AMD CPU speculation... and expert conjecture

Page 587 - Seeking answers? Join the Tom's Hardware community: where nearly two million members share solutions and discuss the latest tech.
Status
Not open for further replies.

oh, you mean juan? he's parroting some s/a articles from before. and i've verified several times in this thread how he lies. his claims(which are actually blanket statements devoid of any specifics) are of no concern to me. this is why the reply was directed towards you.
as for dgfx - high end discreet gfx has always been niche. this is not something new. with the shrinking pc market, discreet parts are the things people stop buying if they think they have "good enough" performance from integrated parts. but they end up buying high performance discreet gfx when they need more than "good enough". it's not a technological concern, more of budget concern. in case of apus, the bottlenecks hit early due to it's integrated nature. right now for example, the igpu is faster than the memory it uses. so now the memory itself and it's usage will have to catch up. when the memory catches up, then the igpu will try to increase better utilization of faster memory. and so on.
an apu (e.g. 7850k) is efficient as any other device, for it's purpose and for it's price. it depends on the particular usage case.
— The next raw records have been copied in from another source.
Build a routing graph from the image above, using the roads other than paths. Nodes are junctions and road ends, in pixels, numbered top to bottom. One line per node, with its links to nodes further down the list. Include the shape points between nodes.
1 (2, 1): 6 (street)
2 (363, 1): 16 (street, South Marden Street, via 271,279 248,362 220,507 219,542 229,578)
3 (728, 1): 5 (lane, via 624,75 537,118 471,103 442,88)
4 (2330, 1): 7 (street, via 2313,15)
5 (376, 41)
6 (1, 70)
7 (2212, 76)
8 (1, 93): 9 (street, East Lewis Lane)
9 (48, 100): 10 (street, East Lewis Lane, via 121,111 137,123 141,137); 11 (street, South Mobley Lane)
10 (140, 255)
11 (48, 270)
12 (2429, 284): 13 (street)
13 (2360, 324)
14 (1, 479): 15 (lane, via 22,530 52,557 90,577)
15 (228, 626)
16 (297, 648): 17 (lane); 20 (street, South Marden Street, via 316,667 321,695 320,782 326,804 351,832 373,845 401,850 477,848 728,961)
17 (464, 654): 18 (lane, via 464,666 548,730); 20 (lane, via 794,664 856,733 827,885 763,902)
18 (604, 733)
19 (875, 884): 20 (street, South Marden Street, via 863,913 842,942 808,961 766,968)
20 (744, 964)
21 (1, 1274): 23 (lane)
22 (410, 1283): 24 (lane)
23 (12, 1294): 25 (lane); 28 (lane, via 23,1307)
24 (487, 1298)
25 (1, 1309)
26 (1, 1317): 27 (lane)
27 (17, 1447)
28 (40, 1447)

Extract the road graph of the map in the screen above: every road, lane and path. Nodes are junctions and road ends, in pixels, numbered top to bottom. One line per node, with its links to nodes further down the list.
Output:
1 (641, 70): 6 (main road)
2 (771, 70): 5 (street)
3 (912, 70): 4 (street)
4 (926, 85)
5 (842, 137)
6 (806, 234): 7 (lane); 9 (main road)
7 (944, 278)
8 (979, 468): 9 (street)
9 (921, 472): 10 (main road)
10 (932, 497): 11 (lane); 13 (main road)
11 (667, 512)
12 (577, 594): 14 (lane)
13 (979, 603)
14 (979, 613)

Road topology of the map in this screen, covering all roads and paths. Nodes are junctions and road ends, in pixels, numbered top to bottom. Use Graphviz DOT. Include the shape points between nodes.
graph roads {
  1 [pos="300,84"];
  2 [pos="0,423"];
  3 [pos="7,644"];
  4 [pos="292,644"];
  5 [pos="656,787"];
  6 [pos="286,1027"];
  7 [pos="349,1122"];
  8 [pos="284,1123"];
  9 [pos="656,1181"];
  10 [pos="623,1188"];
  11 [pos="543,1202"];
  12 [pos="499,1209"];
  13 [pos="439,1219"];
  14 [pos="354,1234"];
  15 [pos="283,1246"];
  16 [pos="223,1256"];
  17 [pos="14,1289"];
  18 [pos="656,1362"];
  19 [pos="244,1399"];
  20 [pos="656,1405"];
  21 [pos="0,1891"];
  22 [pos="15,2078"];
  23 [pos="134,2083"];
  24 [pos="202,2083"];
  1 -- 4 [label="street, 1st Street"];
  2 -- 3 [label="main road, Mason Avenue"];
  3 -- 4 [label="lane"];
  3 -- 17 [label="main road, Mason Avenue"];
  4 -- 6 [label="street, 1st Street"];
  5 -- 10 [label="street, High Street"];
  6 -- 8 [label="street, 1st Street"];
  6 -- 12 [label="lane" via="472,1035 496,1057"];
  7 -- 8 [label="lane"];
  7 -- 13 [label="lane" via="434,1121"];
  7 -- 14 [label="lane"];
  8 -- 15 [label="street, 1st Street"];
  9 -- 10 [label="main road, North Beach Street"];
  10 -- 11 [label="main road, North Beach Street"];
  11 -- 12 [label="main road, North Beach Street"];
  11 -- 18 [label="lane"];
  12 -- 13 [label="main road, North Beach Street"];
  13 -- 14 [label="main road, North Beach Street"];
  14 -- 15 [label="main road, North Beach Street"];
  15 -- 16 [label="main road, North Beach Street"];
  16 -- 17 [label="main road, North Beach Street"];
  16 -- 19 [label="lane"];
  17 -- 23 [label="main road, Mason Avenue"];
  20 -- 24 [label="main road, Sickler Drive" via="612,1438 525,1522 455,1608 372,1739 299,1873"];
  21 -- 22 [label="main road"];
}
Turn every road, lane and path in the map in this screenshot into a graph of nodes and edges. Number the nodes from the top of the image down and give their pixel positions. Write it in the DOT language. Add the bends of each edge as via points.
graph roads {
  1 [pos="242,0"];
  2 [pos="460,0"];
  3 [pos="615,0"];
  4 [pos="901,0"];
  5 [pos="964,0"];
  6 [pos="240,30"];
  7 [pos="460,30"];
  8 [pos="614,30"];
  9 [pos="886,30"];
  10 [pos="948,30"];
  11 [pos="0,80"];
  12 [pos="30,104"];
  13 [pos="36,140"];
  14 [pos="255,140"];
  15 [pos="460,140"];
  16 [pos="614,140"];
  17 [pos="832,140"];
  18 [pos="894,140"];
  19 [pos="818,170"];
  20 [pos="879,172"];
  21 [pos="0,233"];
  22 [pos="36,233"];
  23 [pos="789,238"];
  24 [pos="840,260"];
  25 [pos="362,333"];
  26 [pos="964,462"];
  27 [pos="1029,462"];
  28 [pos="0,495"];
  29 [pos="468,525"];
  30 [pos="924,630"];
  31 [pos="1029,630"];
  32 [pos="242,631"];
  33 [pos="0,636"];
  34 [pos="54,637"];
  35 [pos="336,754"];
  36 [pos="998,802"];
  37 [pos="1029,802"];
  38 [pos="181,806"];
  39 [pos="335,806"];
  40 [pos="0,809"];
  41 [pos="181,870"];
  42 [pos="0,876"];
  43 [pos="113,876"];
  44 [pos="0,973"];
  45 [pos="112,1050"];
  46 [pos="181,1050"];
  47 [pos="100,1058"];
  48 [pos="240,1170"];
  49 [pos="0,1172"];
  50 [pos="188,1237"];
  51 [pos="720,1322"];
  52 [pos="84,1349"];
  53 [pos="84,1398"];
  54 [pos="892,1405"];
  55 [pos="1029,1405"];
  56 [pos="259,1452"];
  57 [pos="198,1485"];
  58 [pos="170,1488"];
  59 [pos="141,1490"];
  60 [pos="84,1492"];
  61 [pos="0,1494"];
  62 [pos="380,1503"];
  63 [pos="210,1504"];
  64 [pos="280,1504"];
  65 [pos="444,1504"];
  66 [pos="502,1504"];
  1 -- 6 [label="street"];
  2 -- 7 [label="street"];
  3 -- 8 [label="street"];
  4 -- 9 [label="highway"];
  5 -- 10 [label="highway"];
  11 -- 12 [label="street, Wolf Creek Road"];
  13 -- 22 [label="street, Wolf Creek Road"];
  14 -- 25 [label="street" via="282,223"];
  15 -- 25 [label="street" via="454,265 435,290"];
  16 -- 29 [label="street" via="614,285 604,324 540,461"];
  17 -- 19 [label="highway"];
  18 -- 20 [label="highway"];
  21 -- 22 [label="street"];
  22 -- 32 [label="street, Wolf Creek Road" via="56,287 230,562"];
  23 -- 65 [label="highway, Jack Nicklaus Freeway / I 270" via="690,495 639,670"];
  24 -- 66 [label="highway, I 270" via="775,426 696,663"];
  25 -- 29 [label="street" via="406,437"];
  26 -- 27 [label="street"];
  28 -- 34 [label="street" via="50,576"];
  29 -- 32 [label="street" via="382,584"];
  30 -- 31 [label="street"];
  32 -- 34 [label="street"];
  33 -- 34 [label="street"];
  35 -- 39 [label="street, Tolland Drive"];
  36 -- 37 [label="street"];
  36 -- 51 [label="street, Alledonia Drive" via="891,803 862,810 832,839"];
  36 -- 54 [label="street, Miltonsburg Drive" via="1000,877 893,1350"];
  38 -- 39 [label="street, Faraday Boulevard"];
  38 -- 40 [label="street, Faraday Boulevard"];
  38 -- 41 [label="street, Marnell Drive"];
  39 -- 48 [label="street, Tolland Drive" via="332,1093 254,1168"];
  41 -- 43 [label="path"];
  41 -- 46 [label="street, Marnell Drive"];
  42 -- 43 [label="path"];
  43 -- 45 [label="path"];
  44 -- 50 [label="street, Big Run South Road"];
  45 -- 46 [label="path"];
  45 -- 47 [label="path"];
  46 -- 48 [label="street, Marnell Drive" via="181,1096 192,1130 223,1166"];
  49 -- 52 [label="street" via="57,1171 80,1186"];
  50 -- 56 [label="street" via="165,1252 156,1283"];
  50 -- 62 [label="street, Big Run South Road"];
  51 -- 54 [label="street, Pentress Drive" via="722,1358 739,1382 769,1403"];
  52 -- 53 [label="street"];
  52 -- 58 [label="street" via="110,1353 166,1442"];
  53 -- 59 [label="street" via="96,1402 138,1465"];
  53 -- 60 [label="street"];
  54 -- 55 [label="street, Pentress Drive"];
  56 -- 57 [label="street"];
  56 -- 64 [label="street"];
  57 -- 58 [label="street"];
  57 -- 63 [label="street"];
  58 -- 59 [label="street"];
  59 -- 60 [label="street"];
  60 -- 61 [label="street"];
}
in case of replacing multigpu accelerators... i don't know much, but i've always thought of maintaining memory coherency across processing nodes a major concern. with cpus you get 4-16 cores per socket, may be 64 max. per cluster with 4S. but with apu with 4+12cu or in the imaginary high perf case, e.g. an soc with 32-64+1024-2048CU, it may become a major problem. but i don't know much about hpc, i am speaking from basic p.o.v. additionally, in hpc you have the chip running on load full time, put that in perspective with my previous post.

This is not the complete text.